Eu assistia a tudo isso petrificado. A
cena era impressionante e o meu sangue congelava nas veias. Não esbocei nenhuma
reação enquanto estive observando o ritual. Repentinamente, ela percebeu minha
presença. Fitou-me de uma maneira aterrorizante. O seu olhar denotava ódio, uma
raiva profunda e desejo de matar. Nunca, durante toda a minha vida tinha visto
alguém com um semblante tão carregado de ódio como o daquela mulher. Seria eu o
motivo de tanto ódio? A velha apontou para mim e vociferou algo em uma
linguagem estranha. A voz dela era medonha. Nunca tinha ouvido nada parecido.

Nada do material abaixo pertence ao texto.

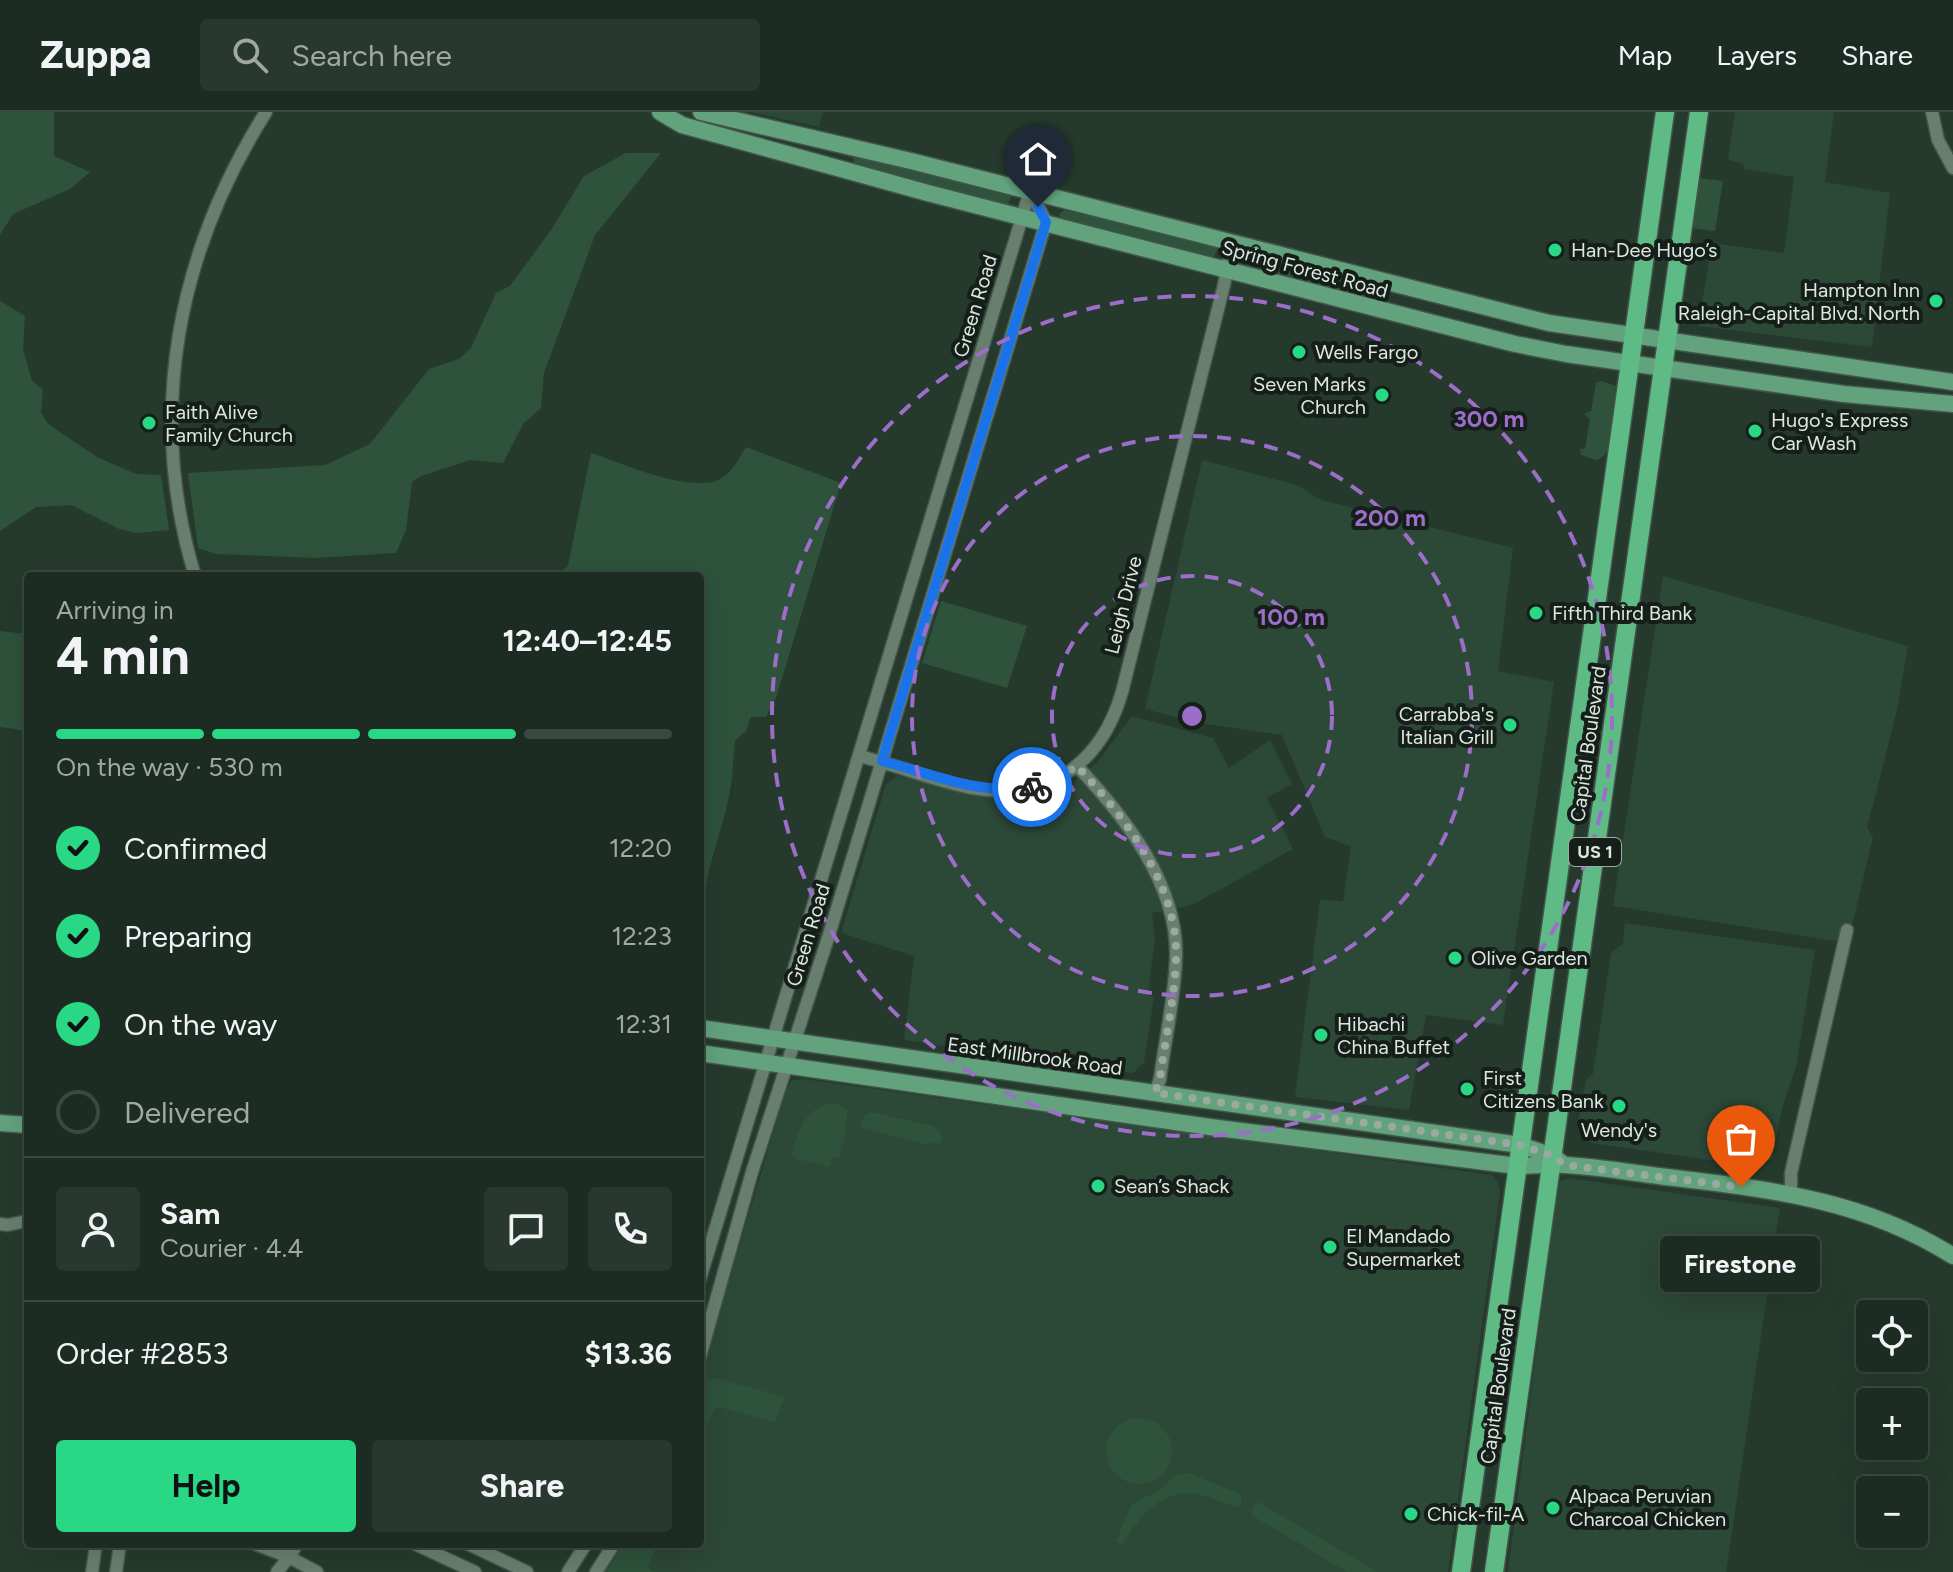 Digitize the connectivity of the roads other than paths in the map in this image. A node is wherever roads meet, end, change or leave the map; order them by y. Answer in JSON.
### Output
{"nodes":[{"id":1,"x":266,"y":112,"type":"edge"},
{"id":2,"x":660,"y":112,"type":"edge"},
{"id":3,"x":701,"y":112,"type":"edge"},
{"id":4,"x":1665,"y":112,"type":"edge"},
{"id":5,"x":1699,"y":112,"type":"edge"},
{"id":6,"x":1932,"y":112,"type":"edge"},
{"id":7,"x":1953,"y":168,"type":"edge"},
{"id":8,"x":1030,"y":191,"type":"junction"},
{"id":9,"x":1023,"y":218,"type":"junction"},
{"id":10,"x":1046,"y":222,"type":"junction"},
{"id":11,"x":1232,"y":243,"type":"junction"},
{"id":12,"x":1227,"y":269,"type":"junction"},
{"id":13,"x":1400,"y":286,"type":"junction"},
{"id":14,"x":1392,"y":312,"type":"junction"},
{"id":15,"x":1633,"y":336,"type":"junction"},
{"id":16,"x":1667,"y":341,"type":"junction"},
{"id":17,"x":1630,"y":363,"type":"junction"},
{"id":18,"x":1663,"y":368,"type":"junction"},
{"id":19,"x":1953,"y":382,"type":"edge"},
{"id":20,"x":1953,"y":404,"type":"edge"},
{"id":21,"x":947,"y":466,"type":"junction"},
{"id":22,"x":970,"y":474,"type":"junction"},
{"id":23,"x":926,"y":535,"type":"junction"},
{"id":24,"x":948,"y":543,"type":"junction"},
{"id":25,"x":194,"y":572,"type":"edge"},
{"id":26,"x":859,"y":756,"type":"junction"},
{"id":27,"x":882,"y":761,"type":"junction"},
{"id":28,"x":1077,"y":766,"type":"junction"},
{"id":29,"x":1847,"y":930,"type":"dead end"},
{"id":30,"x":704,"y":1029,"type":"edge"},
{"id":31,"x":773,"y":1038,"type":"junction"},
{"id":32,"x":795,"y":1042,"type":"junction"},
{"id":33,"x":704,"y":1054,"type":"edge"},
{"id":34,"x":766,"y":1062,"type":"junction"},
{"id":35,"x":786,"y":1066,"type":"junction"},
{"id":36,"x":1155,"y":1093,"type":"junction"},
{"id":37,"x":1201,"y":1099,"type":"junction"},
{"id":38,"x":1054,"y":1105,"type":"junction"},
{"id":39,"x":1152,"y":1118,"type":"junction"},
{"id":40,"x":0,"y":1123,"type":"edge"},
{"id":41,"x":24,"y":1125,"type":"edge"},
{"id":42,"x":1520,"y":1145,"type":"junction"},
{"id":43,"x":1556,"y":1162,"type":"junction"},
{"id":44,"x":734,"y":1166,"type":"junction"},
{"id":45,"x":1517,"y":1166,"type":"junction"},
{"id":46,"x":752,"y":1172,"type":"junction"},
{"id":47,"x":1791,"y":1194,"type":"junction"},
{"id":48,"x":24,"y":1221,"type":"edge"},
{"id":49,"x":0,"y":1224,"type":"edge"},
{"id":50,"x":1953,"y":1256,"type":"edge"},
{"id":51,"x":704,"y":1266,"type":"edge"},
{"id":52,"x":704,"y":1343,"type":"edge"},
{"id":53,"x":95,"y":1548,"type":"edge"},
{"id":54,"x":119,"y":1548,"type":"edge"},
{"id":55,"x":265,"y":1548,"type":"edge"},
{"id":56,"x":295,"y":1548,"type":"edge"},
{"id":57,"x":424,"y":1548,"type":"edge"},
{"id":58,"x":476,"y":1548,"type":"edge"},
{"id":59,"x":583,"y":1548,"type":"edge"},
{"id":60,"x":611,"y":1548,"type":"edge"},
{"id":61,"x":289,"y":1557,"type":"junction"},
{"id":62,"x":92,"y":1572,"type":"edge"},
{"id":63,"x":116,"y":1572,"type":"edge"},
{"id":64,"x":277,"y":1572,"type":"edge"},
{"id":65,"x":317,"y":1572,"type":"edge"},
{"id":66,"x":475,"y":1572,"type":"edge"},
{"id":67,"x":527,"y":1572,"type":"edge"},
{"id":68,"x":568,"y":1572,"type":"edge"},
{"id":69,"x":596,"y":1572,"type":"edge"},
{"id":70,"x":1461,"y":1572,"type":"edge"},
{"id":71,"x":1494,"y":1572,"type":"edge"}],
"edges":[{"from":1,"to":25,"type":"street"},
{"from":2,"to":9,"type":"main road","name":"Spring Forest Road"},
{"from":3,"to":8,"type":"main road","name":"Spring Forest Road"},
{"from":4,"to":15,"type":"highway","name":"Capital Boulevard","number":"US 1"},
{"from":5,"to":16,"type":"highway","name":"Capital Boulevard","number":"US 1"},
{"from":6,"to":7,"type":"street"},
{"from":8,"to":9,"type":"street","name":"Green Road"},
{"from":8,"to":10,"type":"street"},
{"from":8,"to":11,"type":"main road","name":"Spring Forest Road"},
{"from":9,"to":10,"type":"main road","name":"Spring Forest Road"},
{"from":9,"to":21,"type":"street","name":"Green Road"},
{"from":10,"to":12,"type":"main road","name":"Spring Forest Road"},
{"from":10,"to":22,"type":"street","name":"Green Road"},
{"from":11,"to":12,"type":"street","name":"Leigh Drive"},
{"from":11,"to":13,"type":"main road","name":"Spring Forest Road"},
{"from":12,"to":14,"type":"main road","name":"Spring Forest Road"},
{"from":12,"to":28,"type":"street","name":"Leigh Drive"},
{"from":13,"to":14,"type":"main road"},
{"from":13,"to":15,"type":"main road","name":"Spring Forest Road"},
{"from":14,"to":17,"type":"main road","name":"Spring Forest Road"},
{"from":15,"to":16,"type":"main road","name":"Spring Forest Road"},
{"from":15,"to":17,"type":"highway","name":"Capital Boulevard","number":"US 1"},
{"from":16,"to":18,"type":"highway","name":"Capital Boulevard","number":"US 1"},
{"from":16,"to":19,"type":"main road","name":"Spring Forest Road"},
{"from":17,"to":18,"type":"main road","name":"Spring Forest Road"},
{"from":17,"to":42,"type":"highway","name":"Capital Boulevard","number":"US 1"},
{"from":18,"to":20,"type":"main road","name":"Spring Forest Road"},
{"from":18,"to":43,"type":"highway","name":"Capital Boulevard","number":"US 1"},
{"from":21,"to":22,"type":"street"},
{"from":21,"to":23,"type":"street","name":"Green Road"},
{"from":22,"to":24,"type":"street","name":"Green Road"},
{"from":23,"to":24,"type":"street"},
{"from":23,"to":26,"type":"street","name":"Green Road"},
{"from":24,"to":27,"type":"street","name":"Green Road"},
{"from":26,"to":27,"type":"street","name":"Leigh Drive"},
{"from":26,"to":31,"type":"street","name":"Green Road"},
{"from":27,"to":28,"type":"street","name":"Leigh Drive"},
{"from":27,"to":32,"type":"street","name":"Green Road"},
{"from":28,"to":36,"type":"street"},
{"from":29,"to":47,"type":"street"},
{"from":30,"to":31,"type":"main road","name":"East Millbrook Road"},
{"from":31,"to":32,"type":"main road","name":"East Millbrook Road"},
{"from":31,"to":34,"type":"street","name":"Green Road"},
{"from":32,"to":35,"type":"street","name":"Green Road"},
{"from":32,"to":36,"type":"main road","name":"East Millbrook Road"},
{"from":33,"to":34,"type":"main road"},
{"from":34,"to":35,"type":"main road"},
{"from":34,"to":44,"type":"street","name":"Green Road"},
{"from":35,"to":38,"type":"main road"},
{"from":35,"to":46,"type":"street","name":"Green Road"},
{"from":36,"to":37,"type":"main road","name":"East Millbrook Road"},
{"from":36,"to":38,"type":"main road"},
{"from":37,"to":39,"type":"main road"},
{"from":37,"to":42,"type":"main road","name":"East Millbrook Road"},
{"from":38,"to":39,"type":"main road"},
{"from":39,"to":45,"type":"main road"},
{"from":40,"to":41,"type":"main road"},
{"from":42,"to":43,"type":"main road","name":"East Millbrook Road"},
{"from":42,"to":45,"type":"highway","name":"Capital Boulevard","number":"US 1"},
{"from":43,"to":45,"type":"main road"},
{"from":43,"to":47,"type":"main road"},
{"from":43,"to":71,"type":"highway","name":"Capital Boulevard","number":"US 1"},
{"from":44,"to":46,"type":"street"},
{"from":44,"to":51,"type":"street","name":"Green Road"},
{"from":45,"to":70,"type":"highway","name":"Capital Boulevard","number":"US 1"},
{"from":46,"to":52,"type":"street","name":"Green Road"},
{"from":47,"to":50,"type":"main road"},
{"from":48,"to":49,"type":"street"},
{"from":53,"to":62,"type":"street"},
{"from":54,"to":63,"type":"street"},
{"from":55,"to":61,"type":"street"},
{"from":56,"to":61,"type":"street"},
{"from":57,"to":66,"type":"street"},
{"from":58,"to":67,"type":"street"},
{"from":59,"to":68,"type":"street"},
{"from":60,"to":69,"type":"street"},
{"from":61,"to":64,"type":"street"},
{"from":61,"to":65,"type":"street"}]}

Não era uma voz humana, de jeito nenhum! Era um rugido de animal ferido. Por um
instante fiquei paralisado e não pude me mover. Naquele instante pressenti que
algo de muito ruim estaria para acontecer.
Mas
eu não sabia o quê.
Tomado
de profundo horror, arranquei com o carro e saí o mais rápido possível de lá.
Eu estava muito nervoso e não sabia muito bem o motivo. Nunca fui o tipo de
cara que se impressionasse com bobagens, mas agora eu estava assustado. Era
como se eu já soubesse que algum mal me espreitasse. Só a recordação do rosto
da mulher punha meus cabelos em pé.
Havia
algo de muito maléfico por trás daquele rosto horrível. E isso me metia medo!
Voltei
para a loja. Eu me sentia tão abalado que havia até me esquecido de ir ao
supermercado. Tudo me estressava naquele momento: o dinheiro, a velha bruxa, o
trânsito parado, os pedestres, meu carro, o antiquário...

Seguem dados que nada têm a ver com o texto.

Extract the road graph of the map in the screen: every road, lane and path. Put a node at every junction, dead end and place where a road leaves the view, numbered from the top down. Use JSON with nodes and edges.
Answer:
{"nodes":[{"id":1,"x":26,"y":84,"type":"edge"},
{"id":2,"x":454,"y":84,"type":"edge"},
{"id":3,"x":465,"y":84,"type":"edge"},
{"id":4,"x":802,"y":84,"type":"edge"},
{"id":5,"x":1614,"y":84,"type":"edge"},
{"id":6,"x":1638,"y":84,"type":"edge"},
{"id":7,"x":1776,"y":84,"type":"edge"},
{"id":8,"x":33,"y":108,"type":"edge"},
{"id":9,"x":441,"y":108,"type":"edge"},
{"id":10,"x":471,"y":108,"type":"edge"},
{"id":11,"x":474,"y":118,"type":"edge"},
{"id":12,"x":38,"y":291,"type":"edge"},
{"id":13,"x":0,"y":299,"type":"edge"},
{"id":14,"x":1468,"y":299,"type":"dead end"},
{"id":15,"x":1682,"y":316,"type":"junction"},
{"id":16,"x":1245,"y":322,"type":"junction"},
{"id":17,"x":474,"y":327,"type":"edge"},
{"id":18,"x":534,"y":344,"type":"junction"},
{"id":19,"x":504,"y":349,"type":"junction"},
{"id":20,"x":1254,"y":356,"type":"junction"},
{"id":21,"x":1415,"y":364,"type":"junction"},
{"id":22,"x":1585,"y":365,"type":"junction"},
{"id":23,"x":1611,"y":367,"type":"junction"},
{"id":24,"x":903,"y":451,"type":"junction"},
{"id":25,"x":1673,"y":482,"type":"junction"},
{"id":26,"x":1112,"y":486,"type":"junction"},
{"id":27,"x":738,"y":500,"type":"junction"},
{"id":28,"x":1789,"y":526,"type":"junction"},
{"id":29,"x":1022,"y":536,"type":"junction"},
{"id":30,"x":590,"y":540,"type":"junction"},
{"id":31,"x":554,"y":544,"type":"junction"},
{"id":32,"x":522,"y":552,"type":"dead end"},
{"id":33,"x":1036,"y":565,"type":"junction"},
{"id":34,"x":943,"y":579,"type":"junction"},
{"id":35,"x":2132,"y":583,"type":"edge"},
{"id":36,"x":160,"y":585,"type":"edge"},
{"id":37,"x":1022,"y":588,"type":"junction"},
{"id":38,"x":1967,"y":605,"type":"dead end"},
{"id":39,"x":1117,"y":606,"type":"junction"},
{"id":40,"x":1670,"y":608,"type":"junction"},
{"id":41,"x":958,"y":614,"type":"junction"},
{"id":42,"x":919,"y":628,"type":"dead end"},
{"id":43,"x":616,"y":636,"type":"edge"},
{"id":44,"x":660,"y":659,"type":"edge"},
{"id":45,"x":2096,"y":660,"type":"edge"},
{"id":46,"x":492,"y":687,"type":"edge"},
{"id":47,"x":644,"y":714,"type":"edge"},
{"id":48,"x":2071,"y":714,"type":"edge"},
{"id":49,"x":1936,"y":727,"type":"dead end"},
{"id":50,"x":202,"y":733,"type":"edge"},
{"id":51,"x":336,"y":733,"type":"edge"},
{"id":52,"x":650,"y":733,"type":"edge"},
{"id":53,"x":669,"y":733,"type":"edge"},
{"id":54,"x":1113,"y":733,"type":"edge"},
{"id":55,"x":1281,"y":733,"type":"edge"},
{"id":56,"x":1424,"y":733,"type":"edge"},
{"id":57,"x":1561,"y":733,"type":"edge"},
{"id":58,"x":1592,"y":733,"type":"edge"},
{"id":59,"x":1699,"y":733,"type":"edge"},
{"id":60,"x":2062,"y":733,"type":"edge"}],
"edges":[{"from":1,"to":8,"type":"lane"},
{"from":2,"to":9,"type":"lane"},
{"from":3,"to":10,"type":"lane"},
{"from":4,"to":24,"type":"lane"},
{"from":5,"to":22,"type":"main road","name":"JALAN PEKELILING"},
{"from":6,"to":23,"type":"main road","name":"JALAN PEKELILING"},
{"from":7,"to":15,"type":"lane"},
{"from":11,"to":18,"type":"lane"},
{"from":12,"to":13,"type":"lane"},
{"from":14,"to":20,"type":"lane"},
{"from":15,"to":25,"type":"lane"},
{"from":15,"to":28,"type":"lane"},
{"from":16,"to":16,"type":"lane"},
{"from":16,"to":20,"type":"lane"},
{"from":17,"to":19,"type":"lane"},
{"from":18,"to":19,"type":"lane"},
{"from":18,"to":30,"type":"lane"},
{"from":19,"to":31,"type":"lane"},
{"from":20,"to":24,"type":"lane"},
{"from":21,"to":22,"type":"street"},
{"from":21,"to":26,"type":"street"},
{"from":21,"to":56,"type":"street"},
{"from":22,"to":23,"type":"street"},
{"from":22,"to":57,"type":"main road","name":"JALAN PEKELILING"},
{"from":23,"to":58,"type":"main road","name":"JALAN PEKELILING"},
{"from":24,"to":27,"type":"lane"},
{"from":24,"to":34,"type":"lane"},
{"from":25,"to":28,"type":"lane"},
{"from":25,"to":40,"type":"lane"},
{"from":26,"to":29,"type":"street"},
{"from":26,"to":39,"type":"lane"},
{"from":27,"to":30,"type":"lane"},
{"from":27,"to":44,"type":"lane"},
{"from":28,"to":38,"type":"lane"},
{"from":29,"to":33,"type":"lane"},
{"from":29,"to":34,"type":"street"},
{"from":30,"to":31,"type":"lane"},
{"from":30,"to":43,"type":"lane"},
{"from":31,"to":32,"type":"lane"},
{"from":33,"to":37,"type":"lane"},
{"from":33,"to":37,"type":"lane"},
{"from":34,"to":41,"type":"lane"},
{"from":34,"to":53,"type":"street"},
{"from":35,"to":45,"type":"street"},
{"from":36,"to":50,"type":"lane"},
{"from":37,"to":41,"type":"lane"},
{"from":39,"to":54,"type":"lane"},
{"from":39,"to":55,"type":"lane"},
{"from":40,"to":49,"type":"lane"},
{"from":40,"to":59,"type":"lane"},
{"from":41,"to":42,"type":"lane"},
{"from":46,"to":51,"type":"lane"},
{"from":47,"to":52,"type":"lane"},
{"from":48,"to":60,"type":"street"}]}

Parei meu carro em frente à loja e
entrei. Deparei-me com Galeno, o advogado pintor-de-rodapé sentado num dos
bancos perto do balcão, acompanhado de dois cavalheiros de aparência distinta.
- Estávamos esperando por você.
- Ah, então finalmente terei meu
dinheiro? Esses são “os compradores”?- respondi com sarcasmo.
- Sim, hoje você receberá seu dinheiro.
Esses senhores não são “os compradores”. São meus amigos, Balthazar e Hector.
O homem identificado como Balthazar era
alto e magro. Vestia um sobretudo preto por cima do terno. Moreno, aparentava
uns trinta anos. Tinha uma expressão gentil, ao apertar minha mão com
cordialidade. Já Hector, era mediano e encorpado. Trajava um terno cinzento e
básico. Os seus cabelos eram muito louros e bem cortados. Devia ter a mesma
idade de seu amigo. Possuía uma expressão de seriedade, mas era possível ver
algo de bondoso por trás de seus olhos verdes. Tinha um aperto de mão firme,
típico de homens determinados.
- Fernando, eu e esses senhores viemos
trazer o seu dinheiro. Ou melhor, levá-lo até ele.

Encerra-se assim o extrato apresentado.